Et, pour sa voix, lointaine, et calme, et grave, elle a

L’inflexion des voix chères qui se sont tues.

 

VI. My Familiar Dream

Often I have this dream—a strange searching dream—

Of a woman I don’t know, whom I love, and who loves me,

And who is not, each time, different, exactly,

But, loving me, understanding me, is neither the same.

Because only she understands me, and my heart, a medium

Transparent only to her, alas! stops being a problem only

For her, and the sweat from my pale forehead, only she

Can soothe it away as her own tears come.

Is she a brunette or blonde?
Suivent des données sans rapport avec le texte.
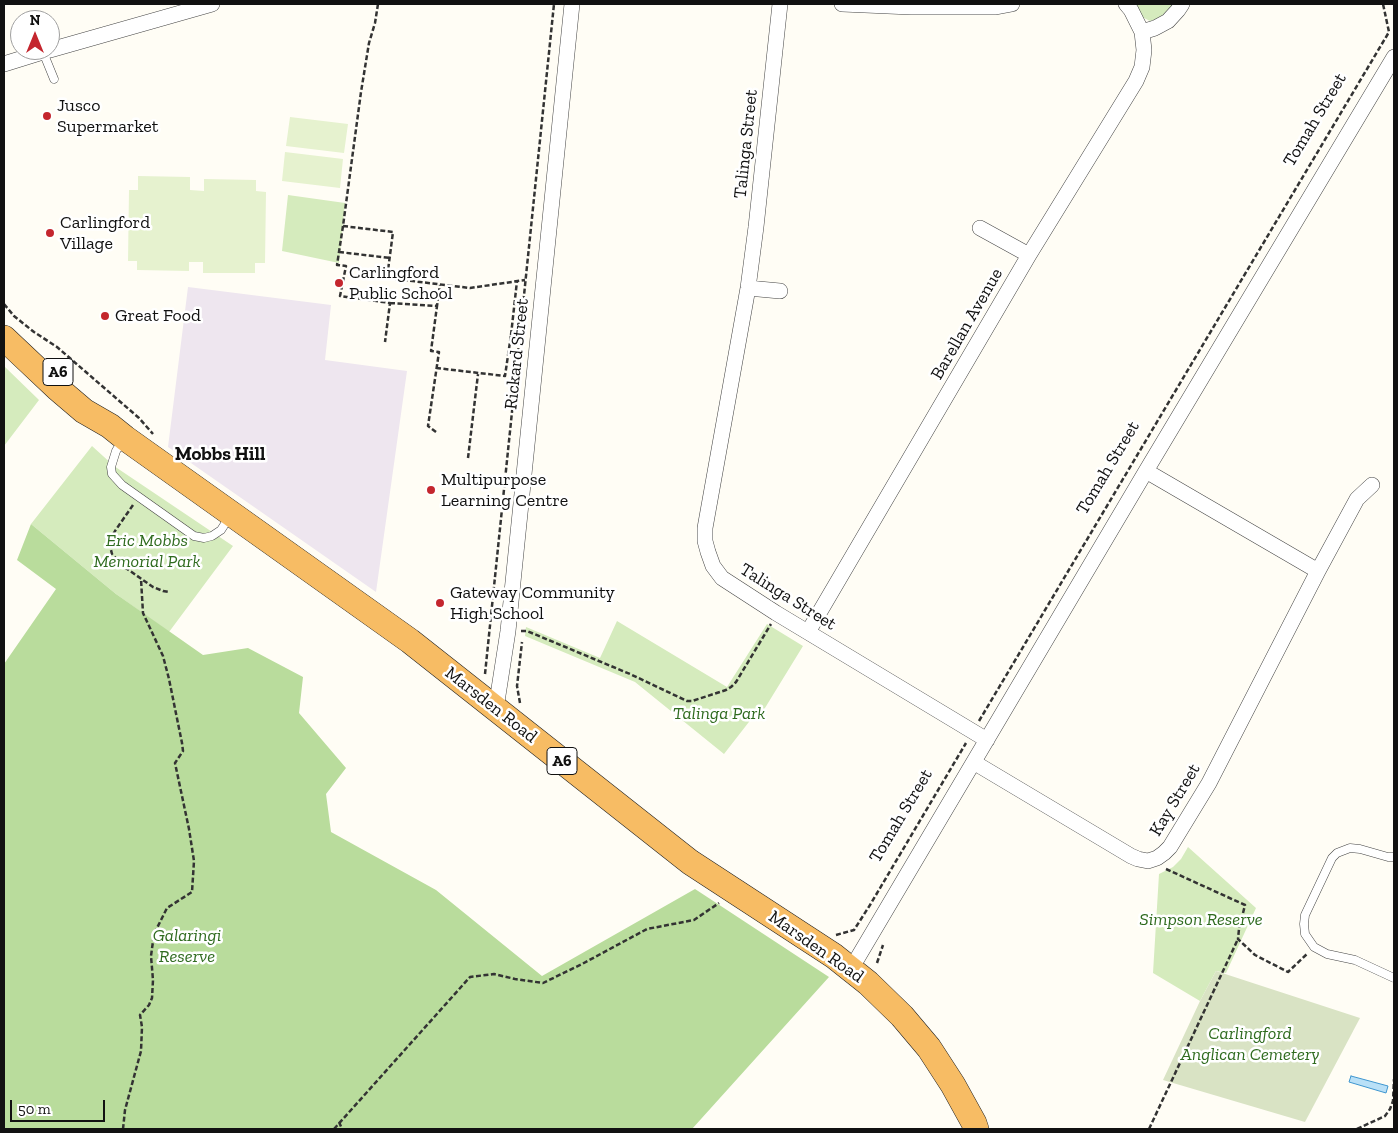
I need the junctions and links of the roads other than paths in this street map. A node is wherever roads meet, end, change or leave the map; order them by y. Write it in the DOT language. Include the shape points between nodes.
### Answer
graph roads {
  1 [pos="212,4"];
  2 [pos="572,4"];
  3 [pos="780,4"];
  4 [pos="842,4"];
  5 [pos="1012,4"];
  6 [pos="1126,4"];
  7 [pos="1182,4"];
  8 [pos="1142,32"];
  9 [pos="60,47"];
  10 [pos="1394,57"];
  11 [pos="49,60"];
  12 [pos="54,79"];
  13 [pos="980,228"];
  14 [pos="1029,255"];
  15 [pos="748,288"];
  16 [pos="780,291"];
  17 [pos="4,320"];
  18 [pos="4,338"];
  19 [pos="117,432"];
  20 [pos="1146,472"];
  21 [pos="1372,485"];
  22 [pos="231,514"];
  23 [pos="1318,572"];
  24 [pos="808,632"];
  25 [pos="507,705"];
  26 [pos="987,740"];
  27 [pos="974,763"];
  28 [pos="1394,857"];
  29 [pos="852,969"];
  30 [pos="1394,978"];
  31 [pos="976,1129"];
  1 -- 9 [label="street"];
  2 -- 25 [label="street, Rickard Street" via="508,631"];
  3 -- 15 [label="street, Talinga Street"];
  4 -- 5 [label="street" via="911,7"];
  6 -- 8 [label="street, Barellan Avenue"];
  7 -- 8 [label="street" via="1168,21"];
  8 -- 14 [label="street, Barellan Avenue" via="1142,67 1136,81"];
  10 -- 20 [label="street, Tomah Street"];
  11 -- 12 [label="lane"];
  13 -- 14 [label="street"];
  14 -- 24 [label="street, Barellan Avenue"];
  15 -- 16 [label="street"];
  15 -- 24 [label="street, Talinga Street" via="708,508 705,541 713,566 722,578"];
  17 -- 19 [label="highway, Marsden Road / A6" via="93,404"];
  18 -- 19 [label="highway, Marsden Road / A6" via="84,411"];
  19 -- 22 [label="highway, Marsden Road / A6"];
  19 -- 22 [label="lane" via="116,451 110,467 112,474 138,497 194,536 204,538 221,530"];
  20 -- 23 [label="street"];
  20 -- 26 [label="street, Tomah Street"];
  21 -- 23 [label="street, Kay Street" via="1357,499"];
  22 -- 25 [label="highway, Marsden Road / A6"];
  23 -- 27 [label="street, Kay Street" via="1209,783 1170,847 1157,858 1148,861 1131,856"];
  24 -- 26 [label="street, Talinga Street"];
  25 -- 29 [label="highway, Marsden Road / A6" via="690,862"];
  26 -- 27 [label="street, Tomah Street"];
  27 -- 29 [label="street, Tomah Street"];
  28 -- 30 [label="lane" via="1350,848 1337,853 1305,915 1304,924 1305,934 1314,947 1327,954 1355,960"];
  29 -- 31 [label="highway, Marsden Road / A6" via="886,999 929,1048"];
}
I don’t know. A redhead?

Her name? I remember it is sweet, how it resonated

Like those of loved ones since banished by Life.

Her gaze? A statue’s gaze is similar.

As for her voice, it has—distant, calm, grave—

The modulation of voices gone silent, but dear.

 

VII. À une femme

À vous ces vers, de par la grâce consolante

De vos grands yeux où rit et pleure un rêve doux,

De par votre âme, pure et toute bonne, à vous

Ces vers du fond de ma détresse violente.

C’est qu’hélas! le hideux cauchemar qui me hante

N’a pas de trêve et va furieux, fou, jaloux,

Se multipliant comme un cortège de loups

Et se pendant après mon sort qu’il ensanglante.

Oh! je souffre, je souffre affreusement, si bien

Que le gémissement premier du premier homme

Chassé d’Éden n’est qu’une églogue au prix du mien!

Et les soucis que vous pouvez avoir sont comme

Des hirondelles sur un ciel d’après-midi,

—Chère,—par un beau jour de septembre attiédi.

 

VII. To a Woman

For you these lines, for the sake of the consoling grace

Where a sweet dream laughs and weeps too in your huge

Eyes, for your soul, pure and entirely good, I pledge

These lines from the bottom of my intense distress.

Because the gruesome nightmare that haunts me, alas,

Gives no quarter and in a mad jealous rage

Repeats itself like wolves in a cortege,

Dragging down my destiny it so bloodies.

Oh I suffer, I suffer frightfully, so much so that

The first groan uttered by the first man

Driven from Eden is nothing but an eclogue next to it!

And whatever cares you might have are no more than

Swallows across an afternoon sky

—Darling—on a fine lukewarm September day.

 

VIII. L’angoisse

Nature, rien de toi ne m’émeut, ni les champs

Nourriciers, ni l’écho vermeil des pastorales

Siciliennes, ni les pompes aurorales,

Ni la solennité dolente des couchants.

Je ris de l’Art, je ris de l’Homme aussi, des chants,

Des vers, des temples grecs et des tours en spirales

Qu’étirent dans le ciel vide les cathédrales,

Et je vois du même oeil les bons et les méchants.

Je ne crois pas en Dieu, j’abjure et je renie

Toute pensée, et quant à la vieille ironie,

L’Amour, je voudrais bien qu’on ne m’en parlât plus.

Lasse de vivre, ayant peur de mourir, pareille

Au brick perdu jouet du flux et du reflux,

Mon âme pour d’affreux naufrages appareille.

 

VIII. Dread

Nature, nothing in you moves me, not the nurturing

Fields, nor the ruddy echo of Sicilian pastoral,

Nor the dawn’s pomp, nor the doleful

Solemnity of the sun as it is setting.

I scoff at Art, I scoff at Man also, song

And verses, Greek temples, tower stairs in spirals

Stretched into the empty sky by cathedrals,

A single glance for good and bad sufficing.

I don’t believe in God, I renounce and I abjure

All thought, and as for that old irony, I conjure

That no one should speak to me of Love again.

Tired of life, afraid of death, not unlike

A lost brig, toy of ebb and flow on the ocean,

My soul weighs anchor for a frightful shipwreck.